Real Engineering Stories
The Circuit Breaker That Didn't Break
A production incident where a misconfigured circuit breaker allowed cascading failures to propagate, taking down multiple services. Learn about circuit breaker patterns, failure isolation, and resilience.
This is a story about how a circuit breaker that was supposed to prevent failures actually made them worse. It's also about why understanding resilience patterns matters, and how we learned that configuration is as important as implementation.
Context
We had a microservices architecture with a payment service that processed transactions.
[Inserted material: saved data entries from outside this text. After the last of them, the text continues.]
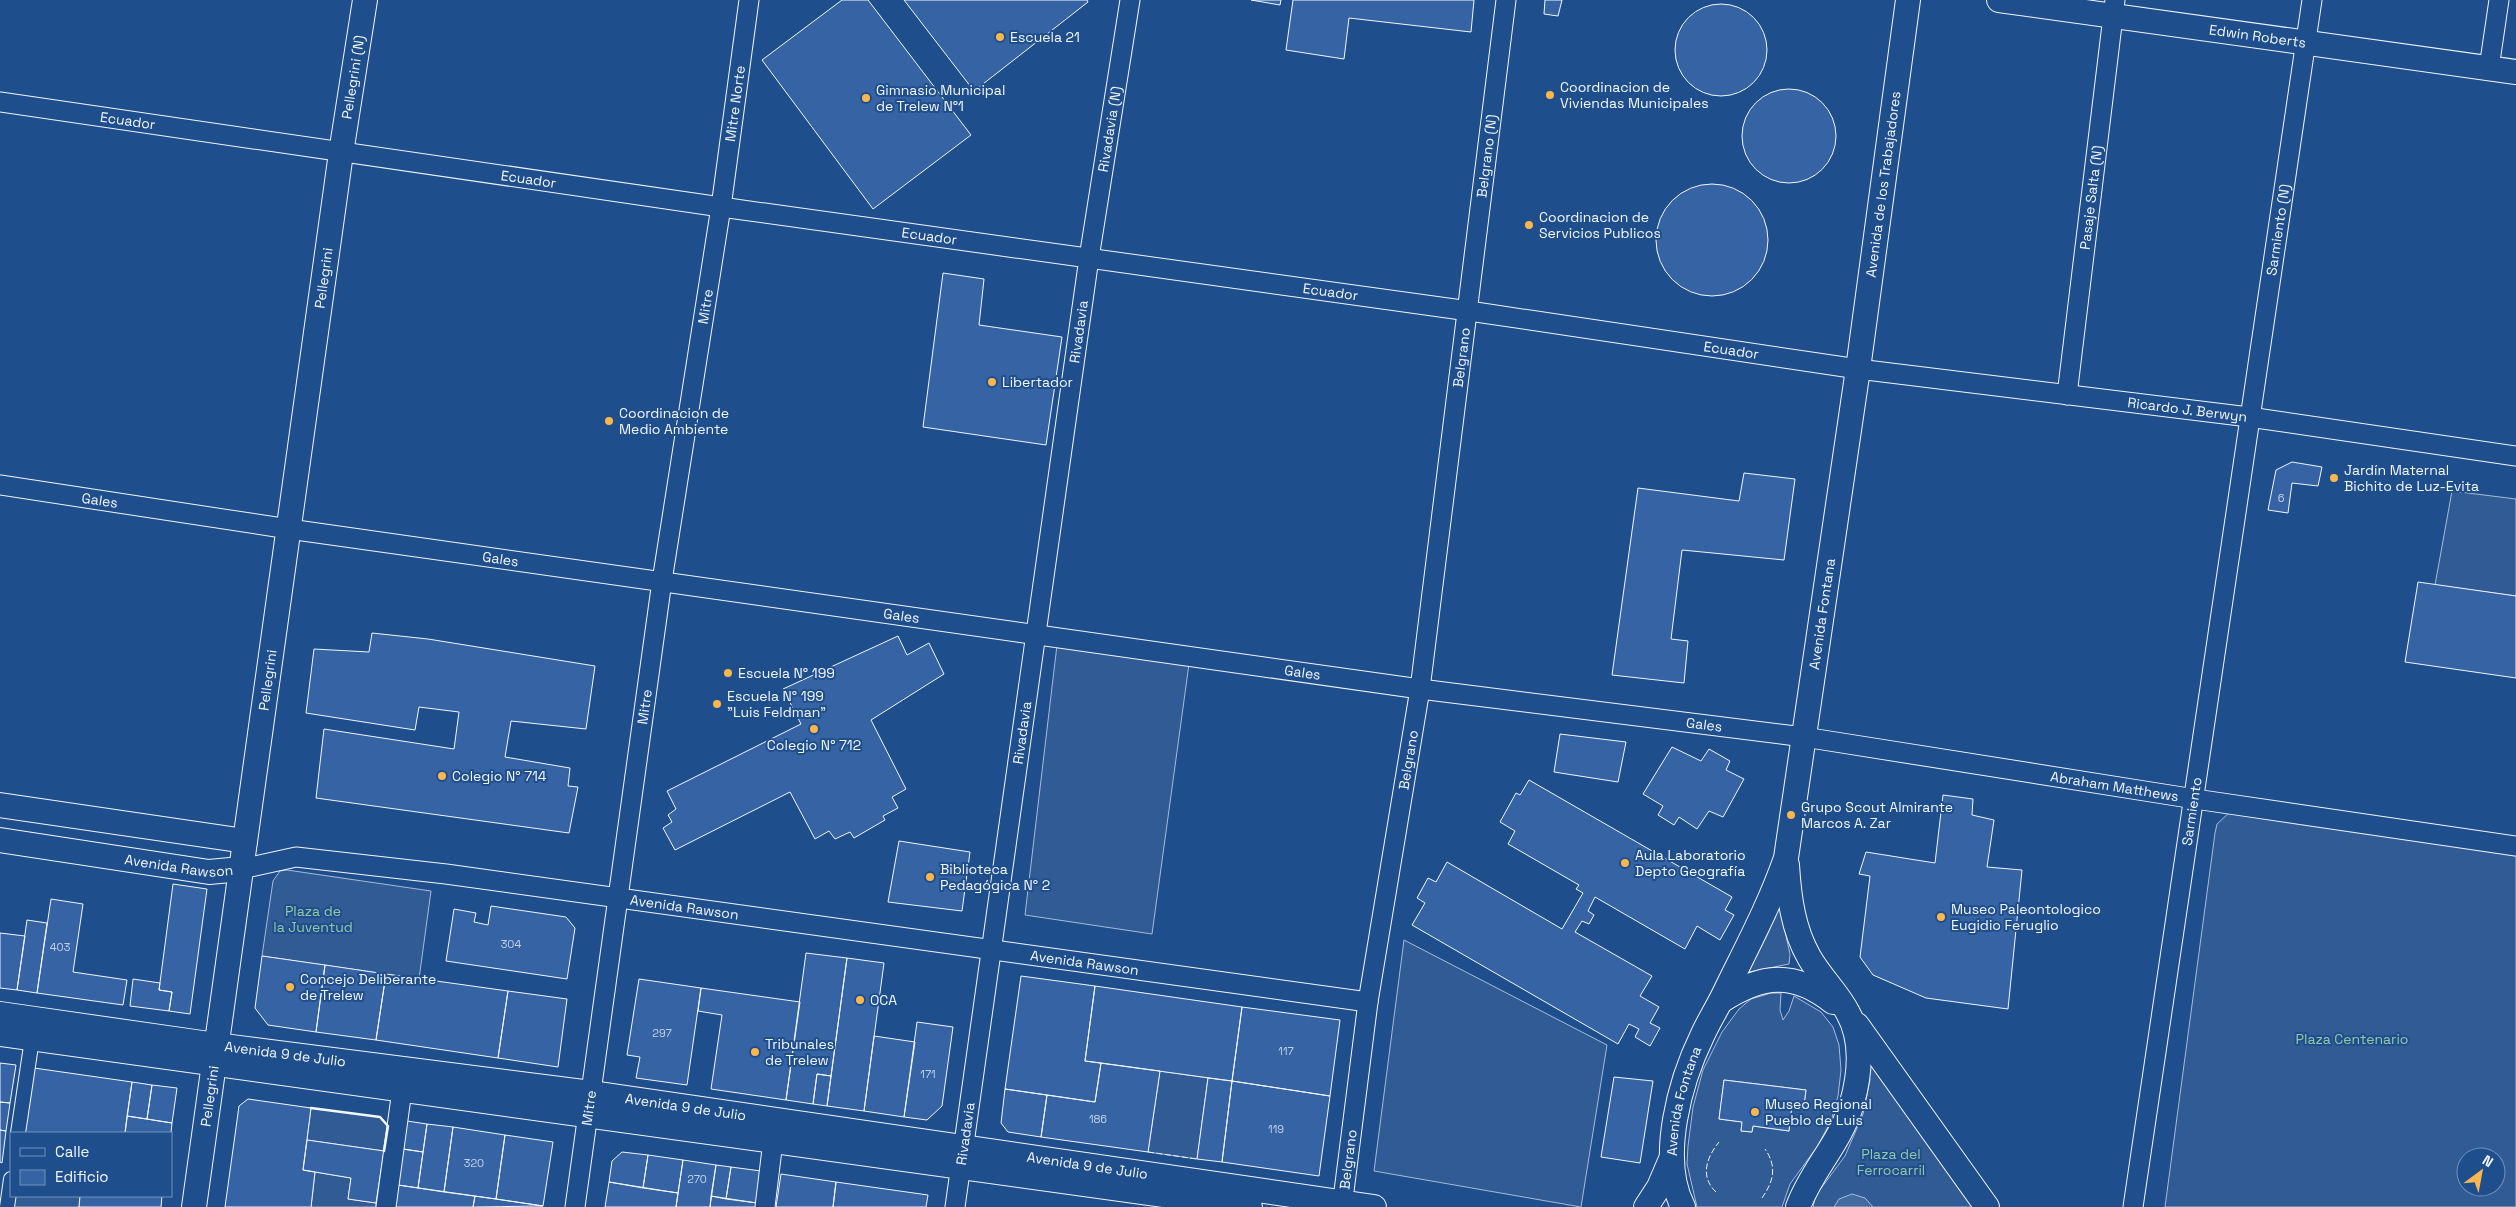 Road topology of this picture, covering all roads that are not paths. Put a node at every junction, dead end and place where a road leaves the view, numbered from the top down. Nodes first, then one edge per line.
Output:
1 (365, 0) edge
2 (749, 0) edge
3 (1130, 0) edge
4 (1506, 0) edge
5 (1908, 0) edge
6 (1999, 0) edge
7 (2312, 0) edge
8 (2499, 0) edge
9 (2114, 8) edge
10 (2305, 42) junction
11 (2489, 68) junction
12 (2516, 72) edge
13 (0, 102) edge
14 (341, 153) junction
15 (721, 207) junction
16 (1090, 258) junction
17 (1469, 311) junction
18 (1858, 369) junction
19 (2067, 395) junction
20 (2250, 417) junction
21 (2516, 456) edge
22 (0, 485) edge
23 (289, 529) junction
24 (662, 581) junction
25 (1036, 634) junction
26 (1420, 689) junction
27 (1804, 737) junction
28 (2195, 798) junction
29 (0, 804) edge
30 (0, 840) edge
31 (245, 841) junction
32 (2516, 846) edge
33 (1786, 858) junction
34 (241, 868) junction
35 (617, 897) junction
36 (990, 949) junction
37 (1721, 1000) junction
38 (1368, 1002) junction
39 (1848, 1013) junction
40 (0, 1014) edge
41 (0, 1034) edge
42 (32, 1038) junction
43 (215, 1054) junction
44 (402, 1090) junction
45 (590, 1104) junction
46 (18, 1132) edge
47 (773, 1141) junction
48 (963, 1157) junction
49 (1671, 1159) junction
50 (10, 1187) edge
51 (1149, 1200) edge
52 (1343, 1205) edge
53 (7, 1207) edge
54 (194, 1207) edge
55 (386, 1207) edge
56 (575, 1207) edge
57 (765, 1207) edge
58 (955, 1207) edge
59 (1250, 1207) edge
60 (1373, 1207) edge
61 (1646, 1207) edge
62 (1683, 1207) edge
63 (1798, 1207) edge
64 (1987, 1207) edge
65 (2133, 1207) edge

1 - 14 street, Pellegrini (N)
2 - 15 street, Mitre Norte
3 - 16 street, Rivadavia (N)
4 - 17 street, Belgrano (N)
5 - 18 street, Avenida de los Trabajadores
6 - 9 street, Edwin Roberts
7 - 10 street, Sarmiento (N)
8 - 11 street
9 - 10 street, Edwin Roberts
9 - 19 street, Pasaje Salta (N)
10 - 11 street, Edwin Roberts
10 - 20 street, Sarmiento (N)
11 - 12 street, Edwin Roberts
13 - 14 street, Ecuador
14 - 15 street, Ecuador
14 - 23 street, Pellegrini
15 - 16 street, Ecuador
15 - 24 street, Mitre
16 - 17 street, Ecuador
16 - 25 street, Rivadavia
17 - 18 street, Ecuador
17 - 26 street, Belgrano
18 - 19 street, Ricardo J. Berwyn
18 - 27 street, Avenida Fontana
19 - 20 street, Ricardo J. Berwyn
20 - 21 street, Ricardo J. Berwyn
20 - 28 street, Sarmiento
22 - 23 street, Gales
23 - 24 street, Gales
23 - 31 street, Pellegrini
24 - 25 street, Gales
24 - 35 street, Mitre
25 - 26 street, Gales
25 - 36 street, Rivadavia
26 - 27 street, Gales
26 - 38 street, Belgrano
27 - 28 street, Abraham Matthews
27 - 33 street, Avenida Fontana
28 - 32 street, Abraham Matthews
28 - 65 street, Sarmiento
29 - 31 street, Avenida Rawson
30 - 34 street, Avenida Rawson
31 - 34 street, Pellegrini
33 - 37 street, Avenida Fontana
33 - 39 street, Avenida Fontana
34 - 35 street, Avenida Rawson
34 - 43 street, Pellegrini
35 - 36 street, Avenida Rawson
35 - 45 street, Mitre
36 - 38 street, Avenida Rawson
36 - 48 street, Rivadavia
37 - 39 street
37 - 49 street, Avenida Fontana
38 - 52 street, Belgrano
39 - 63 street, Avenida Fontana
39 - 64 street
40 - 43 street, Avenida 9 de Julio
41 - 42 street, Avenida 9 de Julio
42 - 43 street, Avenida 9 de Julio
42 - 46 street
43 - 44 street, Avenida 9 de Julio
43 - 45 street, Avenida 9 de Julio
43 - 54 street, Pellegrini
44 - 45 street, Avenida 9 de Julio
44 - 55 street
45 - 47 street, Avenida 9 de Julio
45 - 48 street, Avenida 9 de Julio
45 - 56 street, Mitre
47 - 48 street, Avenida 9 de Julio
47 - 57 street
48 - 51 street, Avenida 9 de Julio
48 - 52 street, Avenida 9 de Julio
48 - 58 street, Rivadavia
49 - 61 street
49 - 62 street, Avenida Fontana
50 - 53 street
51 - 59 street, Avenida 9 de Julio
52 - 60 street, Avenida 9 de Julio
The payment service called an external payment gateway API. We implemented a circuit breaker to prevent cascading failures if the gateway was down.
Original Architecture:
graph TB
Client[Client] --> API[API Gateway]
API --> Payment[Payment Service]
Payment --> CircuitBreaker[Circuit Breaker]
CircuitBreaker --> Gateway[External Payment Gateway]
Payment --> DB[(Database)]
Technology Choices:
- Payment Service: Node.js microservice
- Circuit Breaker: Opossum library (Node.js)
- External Gateway: Third-party payment API
- Database: PostgreSQL for transaction records
Assumptions Made:
- Circuit breaker would prevent cascading failures
- Configuration was correct (we copied from documentation)
- Circuit breaker would open quickly when gateway failed
The Incident
Timeline:
- 11:00 AM: External payment gateway started experiencing issues (high latency)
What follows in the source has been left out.